» **Your goal**
The answer must repeat every record exactly, with all pictures omitted.

» **Data section**
---*---
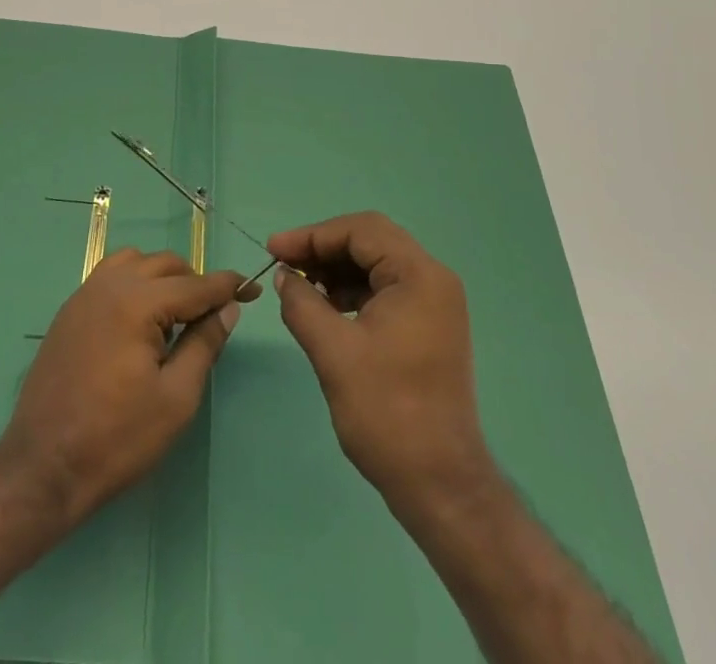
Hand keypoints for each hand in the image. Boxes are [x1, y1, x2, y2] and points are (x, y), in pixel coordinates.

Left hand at [1, 249, 257, 522]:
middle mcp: (110, 284)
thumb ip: (204, 345)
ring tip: (176, 315)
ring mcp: (85, 294)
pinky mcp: (70, 310)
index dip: (228, 286)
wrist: (43, 466)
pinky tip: (141, 319)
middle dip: (195, 282)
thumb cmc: (116, 438)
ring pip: (135, 262)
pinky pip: (110, 276)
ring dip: (162, 277)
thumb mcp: (175, 398)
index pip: (195, 284)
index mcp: (137, 301)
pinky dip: (135, 283)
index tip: (253, 289)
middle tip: (214, 315)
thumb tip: (228, 309)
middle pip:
---*---
» **Response to the exercise**
Hand keypoints for each hand in the image. Boxes are [x1, y1, x2, y2] and points are (x, y), in pixel coordinates.

Left hand at [1, 249, 257, 522]:
middle mcp: (110, 284)
thumb ip: (204, 345)
ring tip: (176, 315)
ring mcp: (85, 294)
pinky mcp: (70, 310)
index dip: (228, 286)
wrist: (43, 466)
pinky tip: (141, 319)
middle dip: (195, 282)
thumb cmc: (116, 438)
ring pip: (135, 262)
pinky pip: (110, 276)
ring dip: (162, 277)
thumb mcp: (175, 398)
index pip: (195, 284)
index mcp: (137, 301)
pinky dip: (135, 283)
index tip: (253, 289)
middle tip: (214, 315)
thumb tip: (228, 309)
middle pip:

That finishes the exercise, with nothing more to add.